Much of the proceeds will be used to reduce debt, and some may also be used to pay for future takeovers, the company said. Chief executive officer Patrick Dovigi has completed more than 100 in the past 13 years, and GFL revealed in its prospectus that it paid US$380-million for another this month – a Michigan-based waste-disposal company called American Waste Inc. That deal was on the heels of the company’s US$485-million takeover of County Waste of Virginia LLC at the start of the year.

GFL, North America’s fourth largest diversified waste-management business, serves four million households under more than 650 municipal collection contracts, and more than 135,000 commercial and industrial customers. It has operations in nine Canadian provinces and 10 U.S. states, and has more than 11,500 employees.

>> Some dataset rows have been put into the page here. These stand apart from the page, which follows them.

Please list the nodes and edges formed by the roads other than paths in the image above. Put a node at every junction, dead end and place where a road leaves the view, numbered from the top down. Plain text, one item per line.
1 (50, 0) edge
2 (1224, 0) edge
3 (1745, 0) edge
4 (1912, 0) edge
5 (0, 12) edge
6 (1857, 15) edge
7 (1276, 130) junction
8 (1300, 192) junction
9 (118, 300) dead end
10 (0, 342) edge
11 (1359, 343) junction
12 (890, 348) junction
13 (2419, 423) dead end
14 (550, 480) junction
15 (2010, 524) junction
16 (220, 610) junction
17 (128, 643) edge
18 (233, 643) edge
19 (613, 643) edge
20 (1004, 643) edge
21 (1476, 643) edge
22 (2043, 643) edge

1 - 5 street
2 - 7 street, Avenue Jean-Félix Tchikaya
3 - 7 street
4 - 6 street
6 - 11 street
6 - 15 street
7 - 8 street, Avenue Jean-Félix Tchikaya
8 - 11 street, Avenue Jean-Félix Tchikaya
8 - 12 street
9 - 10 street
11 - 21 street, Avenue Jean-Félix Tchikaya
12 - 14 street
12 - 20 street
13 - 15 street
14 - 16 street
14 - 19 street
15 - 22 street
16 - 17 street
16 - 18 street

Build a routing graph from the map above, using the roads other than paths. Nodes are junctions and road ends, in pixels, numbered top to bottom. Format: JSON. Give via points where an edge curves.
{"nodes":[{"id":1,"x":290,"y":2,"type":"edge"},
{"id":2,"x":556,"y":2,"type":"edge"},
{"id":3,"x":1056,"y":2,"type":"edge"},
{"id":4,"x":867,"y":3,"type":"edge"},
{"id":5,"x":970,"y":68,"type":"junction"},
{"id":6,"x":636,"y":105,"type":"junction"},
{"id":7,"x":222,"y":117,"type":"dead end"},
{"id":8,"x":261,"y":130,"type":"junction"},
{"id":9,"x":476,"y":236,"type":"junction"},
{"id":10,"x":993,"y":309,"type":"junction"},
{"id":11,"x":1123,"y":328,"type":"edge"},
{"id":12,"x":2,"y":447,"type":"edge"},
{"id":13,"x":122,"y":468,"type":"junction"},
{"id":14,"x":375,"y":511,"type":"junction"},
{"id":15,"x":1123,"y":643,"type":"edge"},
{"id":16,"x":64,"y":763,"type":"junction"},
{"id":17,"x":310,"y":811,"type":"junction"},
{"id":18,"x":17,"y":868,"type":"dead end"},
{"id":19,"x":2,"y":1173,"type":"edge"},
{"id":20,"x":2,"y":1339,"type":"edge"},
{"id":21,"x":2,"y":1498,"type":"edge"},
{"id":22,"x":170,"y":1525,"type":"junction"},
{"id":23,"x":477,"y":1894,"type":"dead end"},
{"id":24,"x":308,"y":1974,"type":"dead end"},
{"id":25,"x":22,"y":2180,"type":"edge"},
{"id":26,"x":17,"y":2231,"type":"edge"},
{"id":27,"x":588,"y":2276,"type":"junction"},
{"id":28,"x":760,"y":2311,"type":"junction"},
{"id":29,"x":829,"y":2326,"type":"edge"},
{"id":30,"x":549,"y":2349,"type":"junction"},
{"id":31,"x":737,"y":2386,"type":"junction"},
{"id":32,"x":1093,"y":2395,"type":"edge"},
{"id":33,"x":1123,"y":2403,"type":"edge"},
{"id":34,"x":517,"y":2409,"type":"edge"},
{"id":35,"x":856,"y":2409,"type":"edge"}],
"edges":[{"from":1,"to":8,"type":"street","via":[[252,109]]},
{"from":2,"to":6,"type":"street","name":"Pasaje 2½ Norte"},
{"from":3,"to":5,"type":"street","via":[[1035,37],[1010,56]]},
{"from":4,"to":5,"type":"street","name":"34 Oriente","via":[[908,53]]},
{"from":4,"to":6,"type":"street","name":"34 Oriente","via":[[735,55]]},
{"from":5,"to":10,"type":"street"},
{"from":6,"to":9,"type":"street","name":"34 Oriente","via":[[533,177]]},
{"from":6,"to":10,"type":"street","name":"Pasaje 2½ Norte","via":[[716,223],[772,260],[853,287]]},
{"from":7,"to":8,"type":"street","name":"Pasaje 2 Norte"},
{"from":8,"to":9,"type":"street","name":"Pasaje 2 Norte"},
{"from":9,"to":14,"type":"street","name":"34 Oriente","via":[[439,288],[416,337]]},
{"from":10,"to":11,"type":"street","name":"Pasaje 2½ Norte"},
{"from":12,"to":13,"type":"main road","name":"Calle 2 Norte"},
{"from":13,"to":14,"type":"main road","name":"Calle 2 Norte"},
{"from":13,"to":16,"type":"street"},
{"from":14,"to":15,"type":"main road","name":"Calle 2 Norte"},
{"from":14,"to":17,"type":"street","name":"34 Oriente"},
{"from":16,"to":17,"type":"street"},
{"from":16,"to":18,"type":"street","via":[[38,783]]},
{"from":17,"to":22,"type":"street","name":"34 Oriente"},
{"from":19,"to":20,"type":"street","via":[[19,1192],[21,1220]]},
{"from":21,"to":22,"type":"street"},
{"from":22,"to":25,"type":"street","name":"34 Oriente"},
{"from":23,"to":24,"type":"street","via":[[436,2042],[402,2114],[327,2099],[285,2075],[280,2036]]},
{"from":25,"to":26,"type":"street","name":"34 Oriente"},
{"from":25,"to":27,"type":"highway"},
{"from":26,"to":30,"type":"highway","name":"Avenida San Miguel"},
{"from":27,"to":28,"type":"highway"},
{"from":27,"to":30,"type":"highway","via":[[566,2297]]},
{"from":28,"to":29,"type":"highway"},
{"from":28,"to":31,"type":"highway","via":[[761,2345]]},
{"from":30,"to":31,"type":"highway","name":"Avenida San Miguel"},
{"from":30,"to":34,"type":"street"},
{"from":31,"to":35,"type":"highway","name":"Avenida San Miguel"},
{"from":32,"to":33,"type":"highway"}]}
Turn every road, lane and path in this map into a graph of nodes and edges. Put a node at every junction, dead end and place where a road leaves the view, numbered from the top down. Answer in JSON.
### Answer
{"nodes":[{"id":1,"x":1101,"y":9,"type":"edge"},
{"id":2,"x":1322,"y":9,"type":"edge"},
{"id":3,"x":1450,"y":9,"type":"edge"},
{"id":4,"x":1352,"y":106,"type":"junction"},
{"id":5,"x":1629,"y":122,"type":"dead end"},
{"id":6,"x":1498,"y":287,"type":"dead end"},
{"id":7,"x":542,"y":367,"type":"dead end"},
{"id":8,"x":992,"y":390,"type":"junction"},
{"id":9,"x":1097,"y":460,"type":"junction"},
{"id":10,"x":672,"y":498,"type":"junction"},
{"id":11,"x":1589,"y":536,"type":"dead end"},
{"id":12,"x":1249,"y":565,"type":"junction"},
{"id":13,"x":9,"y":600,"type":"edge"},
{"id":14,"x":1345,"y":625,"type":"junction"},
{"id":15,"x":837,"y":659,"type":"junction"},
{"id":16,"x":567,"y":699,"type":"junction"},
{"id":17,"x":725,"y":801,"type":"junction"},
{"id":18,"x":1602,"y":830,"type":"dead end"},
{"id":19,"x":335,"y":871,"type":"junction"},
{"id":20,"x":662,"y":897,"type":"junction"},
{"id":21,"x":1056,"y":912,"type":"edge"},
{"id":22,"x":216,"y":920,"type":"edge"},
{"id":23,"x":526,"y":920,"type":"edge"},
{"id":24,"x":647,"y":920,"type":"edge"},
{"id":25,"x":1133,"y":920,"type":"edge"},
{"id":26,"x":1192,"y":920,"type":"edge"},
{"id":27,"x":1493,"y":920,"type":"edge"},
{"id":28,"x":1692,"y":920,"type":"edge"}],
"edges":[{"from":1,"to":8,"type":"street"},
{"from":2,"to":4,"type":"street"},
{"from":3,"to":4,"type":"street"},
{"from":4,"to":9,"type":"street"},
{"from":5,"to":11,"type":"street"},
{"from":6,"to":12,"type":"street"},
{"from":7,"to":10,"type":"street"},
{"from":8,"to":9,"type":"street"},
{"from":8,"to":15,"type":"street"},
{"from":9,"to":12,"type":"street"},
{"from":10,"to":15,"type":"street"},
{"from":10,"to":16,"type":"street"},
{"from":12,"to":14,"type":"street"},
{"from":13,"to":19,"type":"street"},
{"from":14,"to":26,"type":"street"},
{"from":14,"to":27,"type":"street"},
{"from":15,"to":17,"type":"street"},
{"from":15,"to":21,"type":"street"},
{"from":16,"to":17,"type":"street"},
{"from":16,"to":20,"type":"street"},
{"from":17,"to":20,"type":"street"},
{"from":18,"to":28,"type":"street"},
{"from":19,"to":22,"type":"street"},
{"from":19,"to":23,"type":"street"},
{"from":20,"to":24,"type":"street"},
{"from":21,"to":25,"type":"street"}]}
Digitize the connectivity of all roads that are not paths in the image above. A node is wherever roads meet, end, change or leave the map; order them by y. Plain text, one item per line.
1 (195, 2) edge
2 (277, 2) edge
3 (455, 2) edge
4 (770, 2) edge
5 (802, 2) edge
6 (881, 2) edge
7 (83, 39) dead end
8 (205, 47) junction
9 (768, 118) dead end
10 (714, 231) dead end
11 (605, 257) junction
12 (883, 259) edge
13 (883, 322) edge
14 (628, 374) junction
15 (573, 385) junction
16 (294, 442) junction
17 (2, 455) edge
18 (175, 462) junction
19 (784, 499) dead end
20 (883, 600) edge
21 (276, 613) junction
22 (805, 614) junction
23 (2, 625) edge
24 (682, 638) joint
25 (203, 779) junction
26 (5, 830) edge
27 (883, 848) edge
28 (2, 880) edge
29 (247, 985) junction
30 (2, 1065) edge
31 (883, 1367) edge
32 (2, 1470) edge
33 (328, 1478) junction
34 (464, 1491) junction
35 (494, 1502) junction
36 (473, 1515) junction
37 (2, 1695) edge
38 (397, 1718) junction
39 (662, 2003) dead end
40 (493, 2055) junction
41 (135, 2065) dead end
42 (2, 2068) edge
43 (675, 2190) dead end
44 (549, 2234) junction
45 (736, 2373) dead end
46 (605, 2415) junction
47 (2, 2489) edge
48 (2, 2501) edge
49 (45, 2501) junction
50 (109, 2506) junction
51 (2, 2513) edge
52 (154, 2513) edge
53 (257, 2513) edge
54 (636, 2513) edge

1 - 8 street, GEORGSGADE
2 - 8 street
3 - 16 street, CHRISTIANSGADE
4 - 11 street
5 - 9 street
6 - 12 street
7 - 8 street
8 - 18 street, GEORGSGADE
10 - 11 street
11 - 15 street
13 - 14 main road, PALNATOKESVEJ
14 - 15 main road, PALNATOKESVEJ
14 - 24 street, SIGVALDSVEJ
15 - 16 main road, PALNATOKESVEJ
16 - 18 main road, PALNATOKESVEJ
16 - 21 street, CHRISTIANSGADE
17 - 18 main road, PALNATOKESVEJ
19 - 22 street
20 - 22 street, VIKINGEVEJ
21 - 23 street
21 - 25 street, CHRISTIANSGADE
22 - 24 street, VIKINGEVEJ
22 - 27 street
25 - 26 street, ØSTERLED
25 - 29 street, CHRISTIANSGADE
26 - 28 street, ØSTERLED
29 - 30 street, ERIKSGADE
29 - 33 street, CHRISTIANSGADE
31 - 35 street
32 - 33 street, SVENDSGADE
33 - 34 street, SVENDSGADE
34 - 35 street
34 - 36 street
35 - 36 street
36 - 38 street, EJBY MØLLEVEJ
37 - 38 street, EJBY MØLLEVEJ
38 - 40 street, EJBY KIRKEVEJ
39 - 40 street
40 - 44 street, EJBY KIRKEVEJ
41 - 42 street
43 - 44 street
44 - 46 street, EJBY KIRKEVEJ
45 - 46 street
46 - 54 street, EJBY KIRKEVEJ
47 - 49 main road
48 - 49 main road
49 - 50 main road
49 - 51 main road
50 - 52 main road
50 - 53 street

In its prospectus, the company said current owners, including Mr. Dovigi, BC Partners Advisors LP, Ontario Teachers’ Pension Plan and GIC, the Singapore sovereign wealth fund, will own 66.3 per cent of the shares and have 75.4 per cent of the voting power, assuming underwriters exercise allotment options.

Under the offering, GFL will sell 73.2 million subordinate voting shares for US$20 to US$21 apiece. The company will also sell 14-million tangible equity units at US$50 a unit. The units include a prepaid stock purchase contract and a senior amortizing note, which is a liability that will be gradually reduced.

Underwriters have the option to purchase another 11 million shares and 2.1 million units to cover overallotments, it said.

Underwriters are led by JPMorgan Chase & Co., Bank of Montreal, Goldman Sachs & Co., Royal Bank of Canada and Bank of Nova Scotia.

The stock will be listed in Toronto and New York under the symbol GFL.